The awareness aspect of this effort is something I agree with. However, even awareness would only matter to a fraction of the grid. The fact is no one really cares about the things we would hope they care about. The majority don't care about quality of your creations. They don't care that it took you a lot of work and hours and hours of prim manipulation, scripting, and texture generation. They don't care that you rely on those sales to pay your tier fees. (if you rely on anything in SL for first life - you are a fool.)

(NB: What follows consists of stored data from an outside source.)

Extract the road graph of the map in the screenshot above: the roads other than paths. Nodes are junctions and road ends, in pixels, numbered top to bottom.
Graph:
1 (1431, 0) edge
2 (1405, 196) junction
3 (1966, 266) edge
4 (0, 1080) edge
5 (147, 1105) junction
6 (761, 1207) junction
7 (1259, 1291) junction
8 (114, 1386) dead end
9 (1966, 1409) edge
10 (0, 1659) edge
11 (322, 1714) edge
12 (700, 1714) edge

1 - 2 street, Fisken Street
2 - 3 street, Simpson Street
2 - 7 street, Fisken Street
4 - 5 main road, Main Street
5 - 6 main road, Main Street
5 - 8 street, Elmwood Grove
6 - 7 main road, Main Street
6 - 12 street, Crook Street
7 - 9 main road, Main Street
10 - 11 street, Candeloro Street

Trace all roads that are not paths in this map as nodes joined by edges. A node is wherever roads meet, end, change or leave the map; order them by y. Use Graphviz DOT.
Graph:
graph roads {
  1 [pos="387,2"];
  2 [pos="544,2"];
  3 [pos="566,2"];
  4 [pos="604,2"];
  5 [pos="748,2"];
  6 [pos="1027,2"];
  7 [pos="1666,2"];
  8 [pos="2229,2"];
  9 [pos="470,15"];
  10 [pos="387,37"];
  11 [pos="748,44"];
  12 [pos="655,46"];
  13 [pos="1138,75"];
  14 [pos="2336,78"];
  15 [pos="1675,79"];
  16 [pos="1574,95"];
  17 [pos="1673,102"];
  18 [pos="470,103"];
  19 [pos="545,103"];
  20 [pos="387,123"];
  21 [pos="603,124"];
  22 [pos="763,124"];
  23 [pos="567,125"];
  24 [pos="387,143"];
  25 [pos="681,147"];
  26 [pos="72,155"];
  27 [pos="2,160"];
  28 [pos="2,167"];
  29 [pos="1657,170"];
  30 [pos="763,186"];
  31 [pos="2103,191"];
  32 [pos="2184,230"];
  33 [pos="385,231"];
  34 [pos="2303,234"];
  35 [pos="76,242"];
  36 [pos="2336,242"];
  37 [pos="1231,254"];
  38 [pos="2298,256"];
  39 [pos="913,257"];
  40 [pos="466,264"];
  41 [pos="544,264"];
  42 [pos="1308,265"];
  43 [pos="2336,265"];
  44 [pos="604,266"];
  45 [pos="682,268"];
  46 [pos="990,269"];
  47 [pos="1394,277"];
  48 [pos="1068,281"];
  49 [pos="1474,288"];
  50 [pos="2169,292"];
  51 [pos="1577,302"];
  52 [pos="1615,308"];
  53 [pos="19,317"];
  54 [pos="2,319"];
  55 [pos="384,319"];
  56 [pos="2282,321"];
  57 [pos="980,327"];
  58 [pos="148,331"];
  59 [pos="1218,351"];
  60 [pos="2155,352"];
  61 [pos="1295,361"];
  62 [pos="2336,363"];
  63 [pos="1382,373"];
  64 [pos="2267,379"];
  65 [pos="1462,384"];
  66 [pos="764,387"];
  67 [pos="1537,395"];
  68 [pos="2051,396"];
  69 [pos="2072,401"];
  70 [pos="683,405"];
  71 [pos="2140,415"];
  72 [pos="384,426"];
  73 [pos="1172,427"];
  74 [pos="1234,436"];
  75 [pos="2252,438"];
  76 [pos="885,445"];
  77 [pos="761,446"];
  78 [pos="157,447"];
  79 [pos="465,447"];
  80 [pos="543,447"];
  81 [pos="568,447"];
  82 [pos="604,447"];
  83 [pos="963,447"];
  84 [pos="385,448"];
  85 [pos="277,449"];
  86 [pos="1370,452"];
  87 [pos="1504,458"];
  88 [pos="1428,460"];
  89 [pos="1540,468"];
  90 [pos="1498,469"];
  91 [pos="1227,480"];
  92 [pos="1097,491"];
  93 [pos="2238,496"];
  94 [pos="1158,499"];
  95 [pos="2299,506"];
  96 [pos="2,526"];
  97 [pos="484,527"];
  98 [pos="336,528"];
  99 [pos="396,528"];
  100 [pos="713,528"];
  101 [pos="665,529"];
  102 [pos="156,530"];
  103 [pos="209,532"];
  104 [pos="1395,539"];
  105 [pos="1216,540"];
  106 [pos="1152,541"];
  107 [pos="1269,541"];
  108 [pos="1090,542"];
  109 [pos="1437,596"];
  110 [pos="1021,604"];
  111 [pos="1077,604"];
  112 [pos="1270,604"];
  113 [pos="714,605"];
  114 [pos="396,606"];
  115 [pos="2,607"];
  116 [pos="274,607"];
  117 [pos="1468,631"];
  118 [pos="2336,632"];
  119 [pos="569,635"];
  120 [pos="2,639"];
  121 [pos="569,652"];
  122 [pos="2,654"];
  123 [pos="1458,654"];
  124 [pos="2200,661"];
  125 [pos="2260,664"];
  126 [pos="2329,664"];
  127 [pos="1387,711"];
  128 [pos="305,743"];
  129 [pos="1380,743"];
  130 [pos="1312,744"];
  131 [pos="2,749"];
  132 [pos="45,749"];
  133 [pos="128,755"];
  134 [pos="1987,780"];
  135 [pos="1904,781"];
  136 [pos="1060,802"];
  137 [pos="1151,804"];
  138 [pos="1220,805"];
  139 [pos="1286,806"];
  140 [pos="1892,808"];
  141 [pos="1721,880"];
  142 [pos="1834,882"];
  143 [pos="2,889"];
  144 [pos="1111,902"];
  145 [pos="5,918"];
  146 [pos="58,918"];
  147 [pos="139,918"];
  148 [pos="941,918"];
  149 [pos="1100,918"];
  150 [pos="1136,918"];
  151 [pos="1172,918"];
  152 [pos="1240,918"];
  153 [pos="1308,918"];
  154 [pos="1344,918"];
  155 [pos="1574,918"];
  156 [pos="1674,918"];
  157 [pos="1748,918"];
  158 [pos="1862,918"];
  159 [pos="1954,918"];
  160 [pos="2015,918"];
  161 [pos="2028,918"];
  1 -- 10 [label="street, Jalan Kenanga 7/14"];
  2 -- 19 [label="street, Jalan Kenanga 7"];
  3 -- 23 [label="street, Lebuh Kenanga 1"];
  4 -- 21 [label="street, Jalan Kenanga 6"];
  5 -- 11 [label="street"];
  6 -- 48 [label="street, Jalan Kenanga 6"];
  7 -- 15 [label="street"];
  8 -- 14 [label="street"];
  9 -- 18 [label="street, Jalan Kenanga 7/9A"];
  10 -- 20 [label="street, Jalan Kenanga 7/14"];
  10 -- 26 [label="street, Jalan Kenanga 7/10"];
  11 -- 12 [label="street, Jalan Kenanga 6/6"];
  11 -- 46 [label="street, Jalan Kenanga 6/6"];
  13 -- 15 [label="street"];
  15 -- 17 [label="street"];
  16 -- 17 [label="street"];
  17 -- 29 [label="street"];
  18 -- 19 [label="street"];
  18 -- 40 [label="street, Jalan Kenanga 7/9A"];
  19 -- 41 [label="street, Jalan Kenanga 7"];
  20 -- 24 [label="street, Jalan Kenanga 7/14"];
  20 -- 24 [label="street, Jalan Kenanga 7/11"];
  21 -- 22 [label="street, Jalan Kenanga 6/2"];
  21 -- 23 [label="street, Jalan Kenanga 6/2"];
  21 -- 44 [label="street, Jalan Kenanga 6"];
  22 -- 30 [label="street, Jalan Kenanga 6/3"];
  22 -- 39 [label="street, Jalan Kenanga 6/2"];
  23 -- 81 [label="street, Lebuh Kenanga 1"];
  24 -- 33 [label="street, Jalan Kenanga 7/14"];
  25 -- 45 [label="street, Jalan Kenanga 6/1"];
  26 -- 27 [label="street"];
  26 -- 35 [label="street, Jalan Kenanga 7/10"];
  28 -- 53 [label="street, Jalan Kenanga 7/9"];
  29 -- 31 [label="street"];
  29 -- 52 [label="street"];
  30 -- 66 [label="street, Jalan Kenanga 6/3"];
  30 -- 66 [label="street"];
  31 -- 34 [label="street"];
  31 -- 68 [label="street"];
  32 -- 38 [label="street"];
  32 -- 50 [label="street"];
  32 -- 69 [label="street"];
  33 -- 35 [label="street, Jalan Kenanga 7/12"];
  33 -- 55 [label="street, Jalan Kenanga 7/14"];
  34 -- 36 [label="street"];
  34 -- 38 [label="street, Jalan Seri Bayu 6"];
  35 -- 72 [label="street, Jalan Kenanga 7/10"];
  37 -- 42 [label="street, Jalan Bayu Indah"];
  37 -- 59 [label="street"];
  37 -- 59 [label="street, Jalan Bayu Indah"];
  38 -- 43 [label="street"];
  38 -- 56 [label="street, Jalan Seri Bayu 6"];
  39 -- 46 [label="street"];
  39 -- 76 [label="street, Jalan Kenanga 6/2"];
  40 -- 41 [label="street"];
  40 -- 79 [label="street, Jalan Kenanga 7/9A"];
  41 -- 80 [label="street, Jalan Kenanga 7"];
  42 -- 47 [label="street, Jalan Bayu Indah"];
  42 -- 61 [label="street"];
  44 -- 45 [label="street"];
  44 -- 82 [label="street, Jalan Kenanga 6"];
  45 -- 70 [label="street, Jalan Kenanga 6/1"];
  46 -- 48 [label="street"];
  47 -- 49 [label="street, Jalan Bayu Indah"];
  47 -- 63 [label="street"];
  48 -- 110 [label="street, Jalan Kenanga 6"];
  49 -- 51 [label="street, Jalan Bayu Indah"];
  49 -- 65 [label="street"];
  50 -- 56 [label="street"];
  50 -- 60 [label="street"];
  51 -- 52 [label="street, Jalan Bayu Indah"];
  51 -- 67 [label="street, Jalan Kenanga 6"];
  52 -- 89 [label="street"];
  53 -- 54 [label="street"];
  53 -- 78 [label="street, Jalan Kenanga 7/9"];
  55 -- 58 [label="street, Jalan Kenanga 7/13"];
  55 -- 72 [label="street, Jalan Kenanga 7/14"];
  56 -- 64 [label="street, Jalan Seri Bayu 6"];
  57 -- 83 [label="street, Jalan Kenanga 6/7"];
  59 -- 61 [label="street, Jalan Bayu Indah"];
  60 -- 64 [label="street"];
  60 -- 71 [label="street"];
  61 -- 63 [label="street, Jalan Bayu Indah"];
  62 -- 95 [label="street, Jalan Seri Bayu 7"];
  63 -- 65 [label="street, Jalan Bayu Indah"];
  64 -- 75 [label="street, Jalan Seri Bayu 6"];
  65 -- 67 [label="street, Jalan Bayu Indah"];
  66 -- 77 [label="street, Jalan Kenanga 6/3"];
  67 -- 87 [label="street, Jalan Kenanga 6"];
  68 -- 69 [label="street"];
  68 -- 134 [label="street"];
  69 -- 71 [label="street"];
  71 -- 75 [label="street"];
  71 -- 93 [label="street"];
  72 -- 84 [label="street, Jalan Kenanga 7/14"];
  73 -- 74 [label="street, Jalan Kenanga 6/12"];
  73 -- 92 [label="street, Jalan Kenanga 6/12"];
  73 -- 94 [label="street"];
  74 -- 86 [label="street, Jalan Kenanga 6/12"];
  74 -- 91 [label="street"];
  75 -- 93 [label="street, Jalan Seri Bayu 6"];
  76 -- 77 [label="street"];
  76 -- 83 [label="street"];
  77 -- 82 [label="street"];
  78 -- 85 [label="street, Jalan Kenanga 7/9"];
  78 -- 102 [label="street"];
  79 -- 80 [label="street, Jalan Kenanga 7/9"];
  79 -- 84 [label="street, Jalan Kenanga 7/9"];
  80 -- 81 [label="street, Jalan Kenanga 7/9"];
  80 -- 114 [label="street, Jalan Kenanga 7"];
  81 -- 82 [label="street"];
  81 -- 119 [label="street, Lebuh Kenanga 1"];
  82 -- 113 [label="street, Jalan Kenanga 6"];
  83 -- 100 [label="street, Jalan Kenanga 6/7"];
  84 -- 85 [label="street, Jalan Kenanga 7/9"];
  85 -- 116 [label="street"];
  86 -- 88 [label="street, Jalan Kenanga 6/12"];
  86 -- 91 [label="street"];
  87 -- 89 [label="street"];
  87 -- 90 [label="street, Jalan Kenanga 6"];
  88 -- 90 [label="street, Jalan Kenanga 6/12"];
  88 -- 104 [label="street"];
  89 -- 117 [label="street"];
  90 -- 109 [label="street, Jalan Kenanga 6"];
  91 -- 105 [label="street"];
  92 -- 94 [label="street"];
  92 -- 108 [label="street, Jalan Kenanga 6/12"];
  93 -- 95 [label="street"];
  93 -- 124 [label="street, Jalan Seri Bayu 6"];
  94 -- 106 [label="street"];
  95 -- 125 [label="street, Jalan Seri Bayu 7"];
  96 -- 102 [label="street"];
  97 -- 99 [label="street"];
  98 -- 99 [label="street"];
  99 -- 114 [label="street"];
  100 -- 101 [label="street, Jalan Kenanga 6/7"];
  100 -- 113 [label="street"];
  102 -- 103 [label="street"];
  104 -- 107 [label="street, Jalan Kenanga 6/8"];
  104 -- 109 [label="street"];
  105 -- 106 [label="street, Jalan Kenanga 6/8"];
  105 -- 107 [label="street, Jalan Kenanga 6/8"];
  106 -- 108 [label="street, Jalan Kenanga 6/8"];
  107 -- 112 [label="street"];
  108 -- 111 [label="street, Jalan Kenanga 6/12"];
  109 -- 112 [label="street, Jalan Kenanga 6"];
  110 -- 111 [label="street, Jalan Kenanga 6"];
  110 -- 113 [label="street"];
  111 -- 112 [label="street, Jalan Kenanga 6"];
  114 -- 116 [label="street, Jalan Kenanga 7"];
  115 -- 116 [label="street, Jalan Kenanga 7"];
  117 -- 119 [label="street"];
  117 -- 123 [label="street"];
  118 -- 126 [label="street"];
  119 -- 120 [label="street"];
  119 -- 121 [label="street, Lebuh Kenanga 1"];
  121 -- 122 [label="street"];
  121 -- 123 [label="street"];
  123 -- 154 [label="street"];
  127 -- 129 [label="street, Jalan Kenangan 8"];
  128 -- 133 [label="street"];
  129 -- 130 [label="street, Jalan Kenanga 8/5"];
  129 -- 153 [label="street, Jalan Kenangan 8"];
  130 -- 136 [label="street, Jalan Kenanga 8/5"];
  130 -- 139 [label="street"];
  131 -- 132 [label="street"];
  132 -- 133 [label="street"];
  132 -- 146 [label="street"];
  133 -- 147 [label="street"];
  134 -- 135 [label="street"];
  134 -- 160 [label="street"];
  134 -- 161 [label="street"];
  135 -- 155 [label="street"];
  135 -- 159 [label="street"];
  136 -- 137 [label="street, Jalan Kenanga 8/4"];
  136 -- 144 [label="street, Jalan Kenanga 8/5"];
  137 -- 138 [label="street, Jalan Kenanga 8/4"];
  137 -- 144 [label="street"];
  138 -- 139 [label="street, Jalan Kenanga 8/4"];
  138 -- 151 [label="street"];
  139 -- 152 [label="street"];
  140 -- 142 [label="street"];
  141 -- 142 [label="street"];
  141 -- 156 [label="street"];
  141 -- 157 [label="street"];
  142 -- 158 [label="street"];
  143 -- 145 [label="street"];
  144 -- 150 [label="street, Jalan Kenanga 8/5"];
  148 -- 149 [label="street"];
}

They really don't care if you are here tomorrow or not. That, dear friend is the majority attitude on the grid. Copybot and entitlement attitudes were given their birth at the onset of the open-sourcing of the Linden Lab grid viewer. The cat already is out of the bag and there's no setting him back in.

I am most happy that Linden Dollars are tracked and transactions occur only through the server, because if anyone got their hands on that code, woe-be-the-grid.

I don't mind people who debate, argue, shout, even become passionately vitriolic about something. But it's all cry-baby whining unless you provide an alternative solution to what you are crying about along with your crying - then it's not crying, it's debating.

[Edit: The question has not come up, but it occurred to me that I must mention that Gwyneth does, in fact mention her idea of a solution - which I applaud - regardless how feasible it is or isn't. —Ari]

Since the copying of prims and skin and clothing textures and basically your complete avatar and what you wear, along with anything rezzed on the grid is 100% out of Linden Lab's control, what exactly would you have Linden Lab do to placate you at all?

My own solution is to simply shrug and continue on with as minimal stress and worry about it all as possible. As for the "Step UP! For Content Creators effort"? I think it's based on the right idea: awareness. But to punish Linden Lab (or anyone else for that matter) by attempting to "hurt them" through boycotting uploads is a bit over-the-top and based on emotion, not logic.

I know, I know - the idea is to send a strong message to Linden Lab itself. Trust me, I have it on good authority Linden Lab is well aware of our plight. However, there are many reasons, many of which we are not privy to where Linden Lab must move forward carefully. And some of those reasons are entirely out of their control.

It's okay to "think with your heart" - but sometimes it is simply healthier to think with your head instead.

What is your solution to the problem?